What to do: Gather every line from the entries below that includes "numbered".

Entries shown:
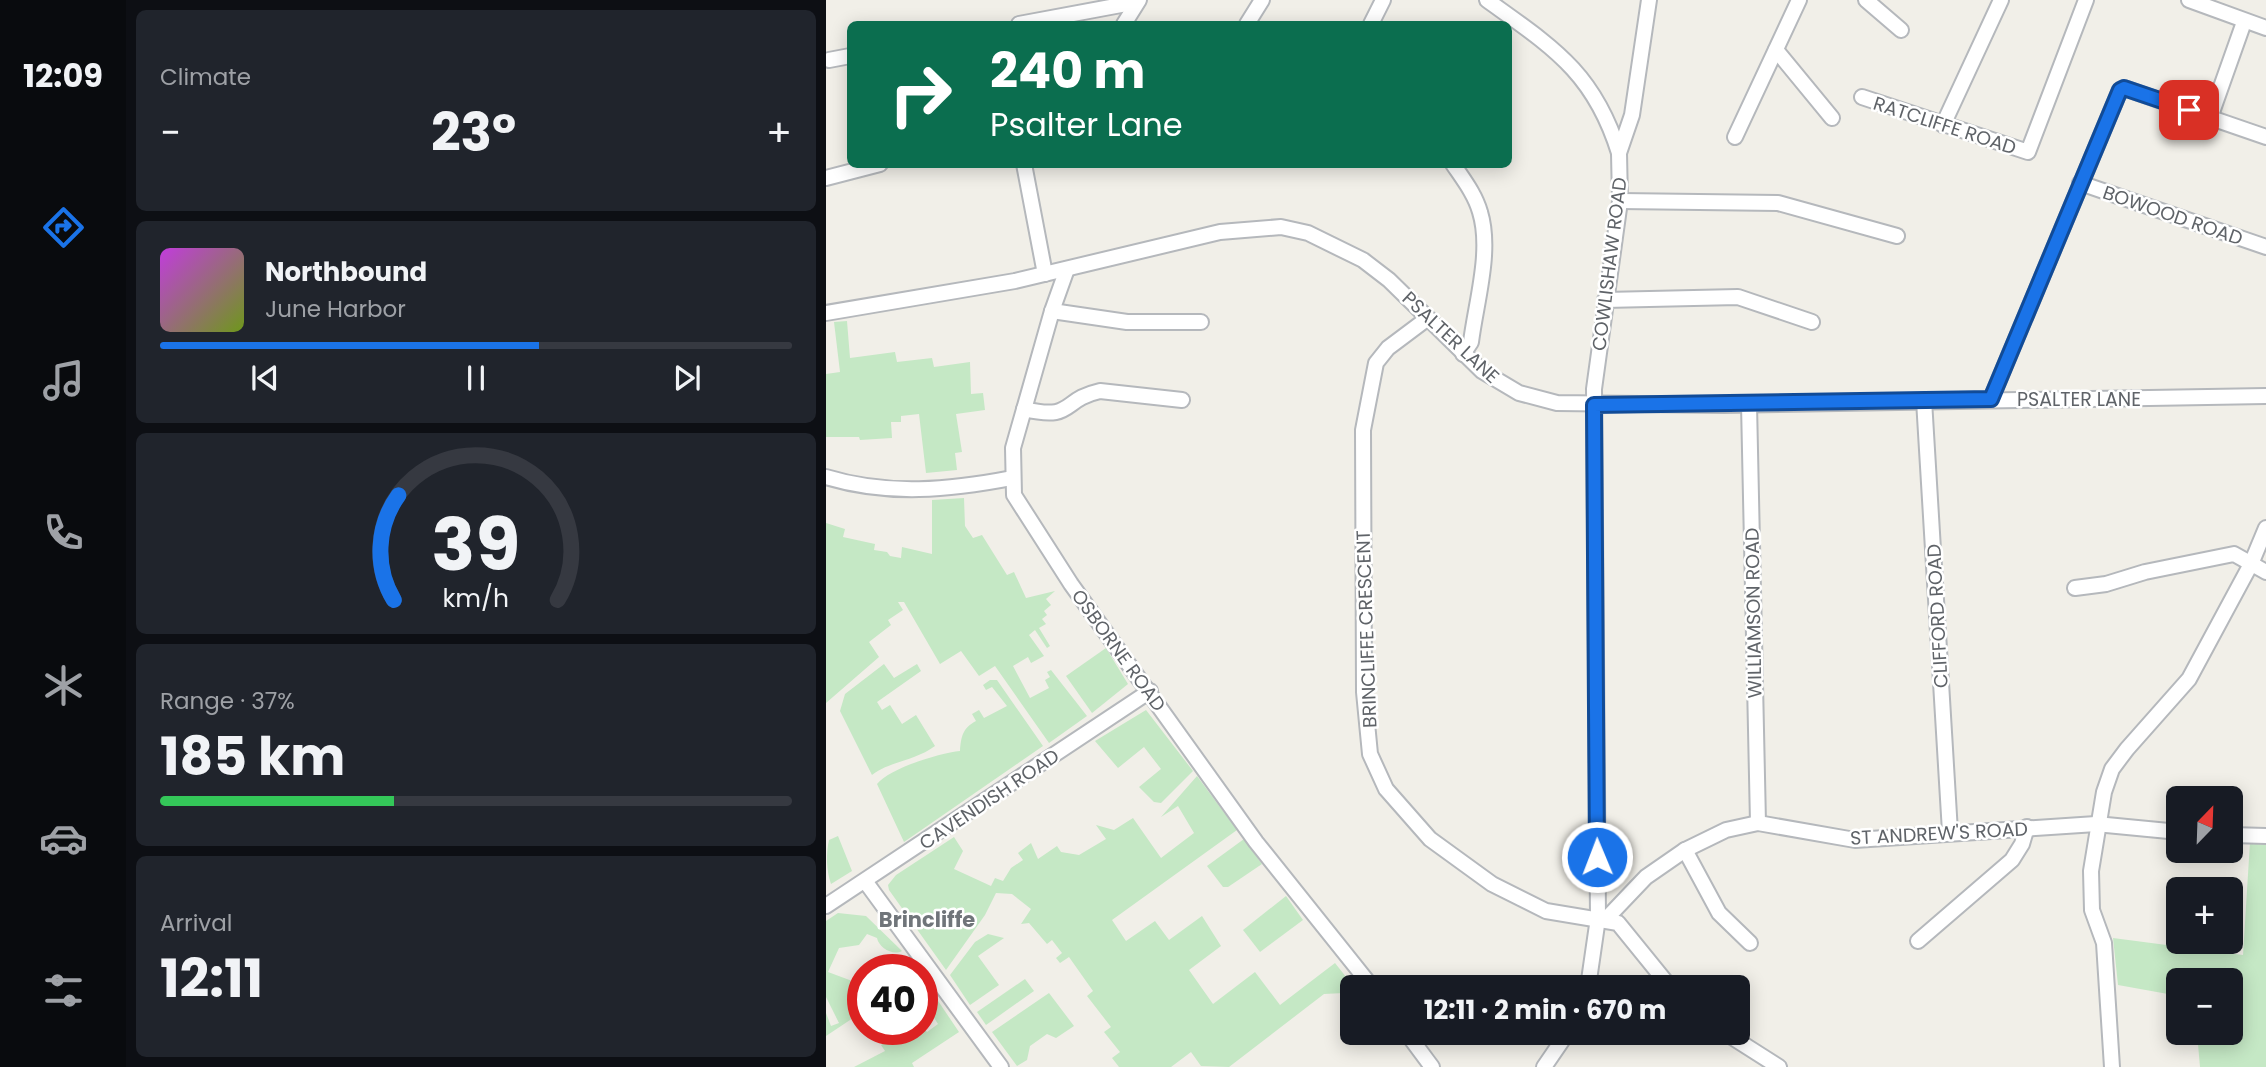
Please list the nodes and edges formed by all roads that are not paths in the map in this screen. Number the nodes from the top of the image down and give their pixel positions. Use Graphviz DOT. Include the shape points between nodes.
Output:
--
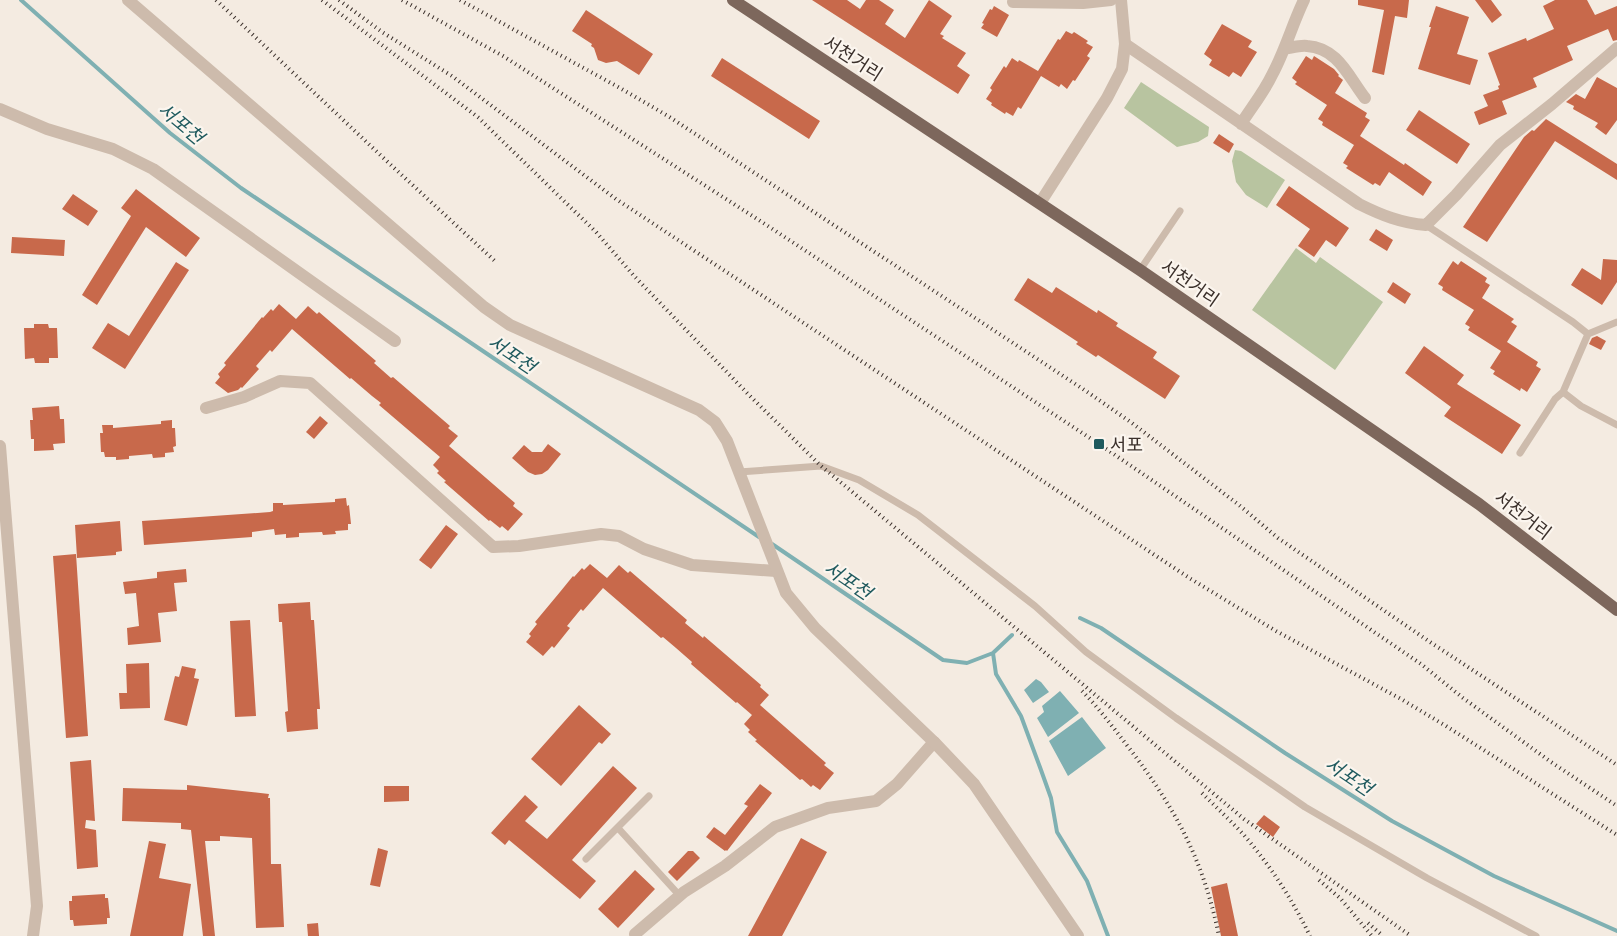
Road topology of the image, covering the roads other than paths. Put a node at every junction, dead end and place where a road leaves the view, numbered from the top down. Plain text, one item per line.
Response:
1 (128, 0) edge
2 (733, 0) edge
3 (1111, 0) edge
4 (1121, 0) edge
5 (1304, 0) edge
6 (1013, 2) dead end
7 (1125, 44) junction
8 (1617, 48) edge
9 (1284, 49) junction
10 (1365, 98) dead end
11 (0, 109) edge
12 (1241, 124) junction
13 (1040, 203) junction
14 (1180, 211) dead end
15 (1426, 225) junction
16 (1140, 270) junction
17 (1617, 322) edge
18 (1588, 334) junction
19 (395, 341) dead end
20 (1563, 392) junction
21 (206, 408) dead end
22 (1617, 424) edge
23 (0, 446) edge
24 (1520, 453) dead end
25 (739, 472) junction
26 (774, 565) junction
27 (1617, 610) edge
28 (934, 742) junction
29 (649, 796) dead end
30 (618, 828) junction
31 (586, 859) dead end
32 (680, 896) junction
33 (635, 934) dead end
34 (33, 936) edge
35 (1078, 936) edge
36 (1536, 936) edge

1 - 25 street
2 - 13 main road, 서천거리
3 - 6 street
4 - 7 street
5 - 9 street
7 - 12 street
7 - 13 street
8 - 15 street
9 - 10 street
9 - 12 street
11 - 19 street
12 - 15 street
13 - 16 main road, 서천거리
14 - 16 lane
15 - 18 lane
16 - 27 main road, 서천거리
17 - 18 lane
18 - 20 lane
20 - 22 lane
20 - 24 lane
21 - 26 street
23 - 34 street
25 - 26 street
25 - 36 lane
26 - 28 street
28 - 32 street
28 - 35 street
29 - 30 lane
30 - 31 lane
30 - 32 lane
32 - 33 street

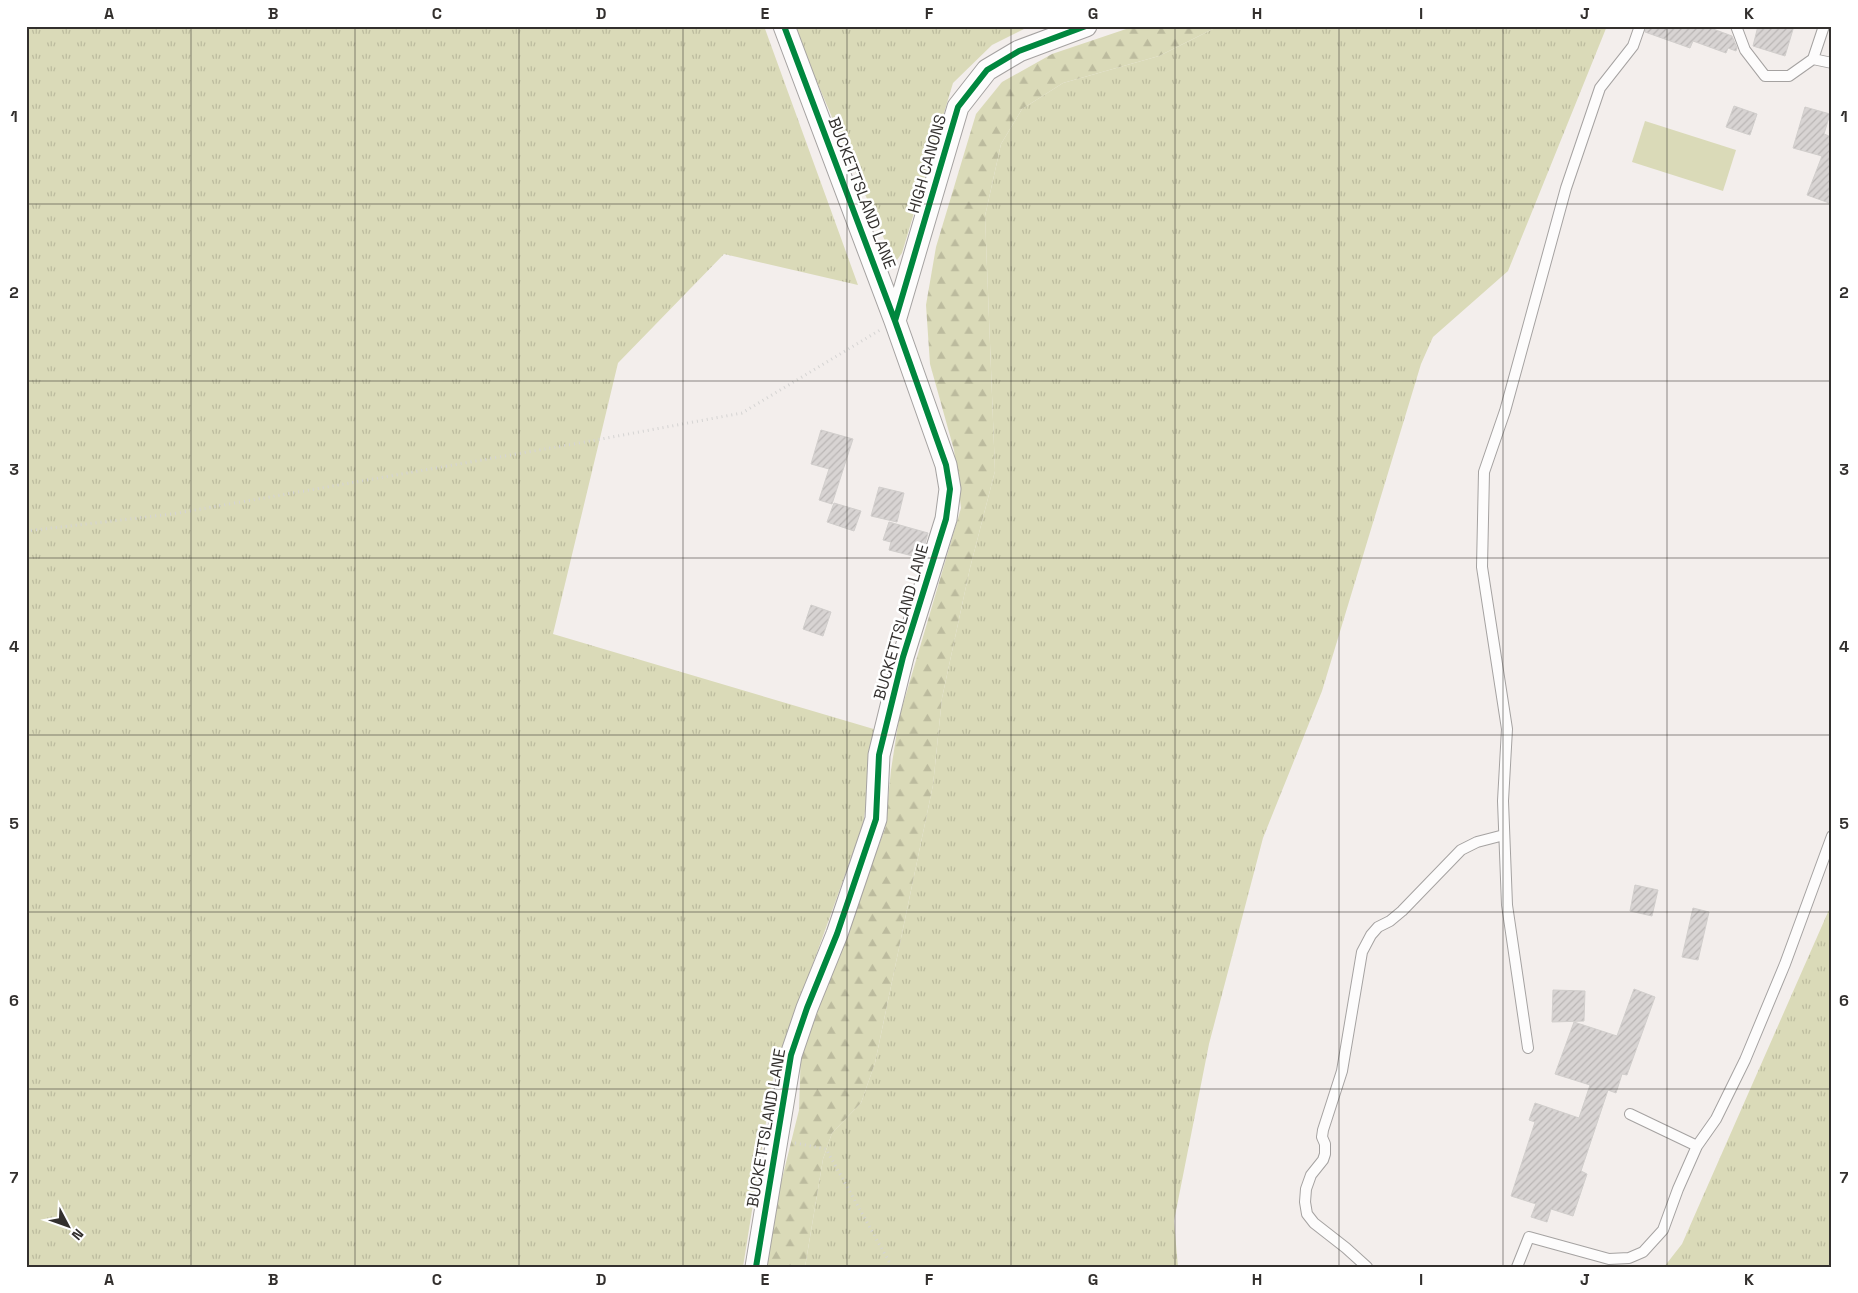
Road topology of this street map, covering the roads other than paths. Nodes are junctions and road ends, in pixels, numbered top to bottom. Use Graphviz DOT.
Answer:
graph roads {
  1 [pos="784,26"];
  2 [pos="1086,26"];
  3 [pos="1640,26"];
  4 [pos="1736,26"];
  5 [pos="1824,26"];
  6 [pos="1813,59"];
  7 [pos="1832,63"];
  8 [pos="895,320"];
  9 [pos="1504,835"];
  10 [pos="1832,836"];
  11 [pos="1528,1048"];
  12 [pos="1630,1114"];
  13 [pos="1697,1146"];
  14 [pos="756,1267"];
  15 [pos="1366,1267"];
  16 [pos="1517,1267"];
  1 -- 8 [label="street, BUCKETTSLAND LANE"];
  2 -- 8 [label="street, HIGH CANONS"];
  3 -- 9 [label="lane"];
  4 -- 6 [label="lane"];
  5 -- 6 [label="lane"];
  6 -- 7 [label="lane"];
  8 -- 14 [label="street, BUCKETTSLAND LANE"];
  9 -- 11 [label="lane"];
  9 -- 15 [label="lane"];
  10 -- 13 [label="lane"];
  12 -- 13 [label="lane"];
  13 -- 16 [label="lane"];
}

Exercise result:
Road topology of the image, covering the roads other than paths. Put a node at every junction, dead end and place where a road leaves the view, numbered from the top down. Plain text, one item per line.
Road topology of this street map, covering the roads other than paths. Nodes are junctions and road ends, in pixels, numbered top to bottom. Use Graphviz DOT.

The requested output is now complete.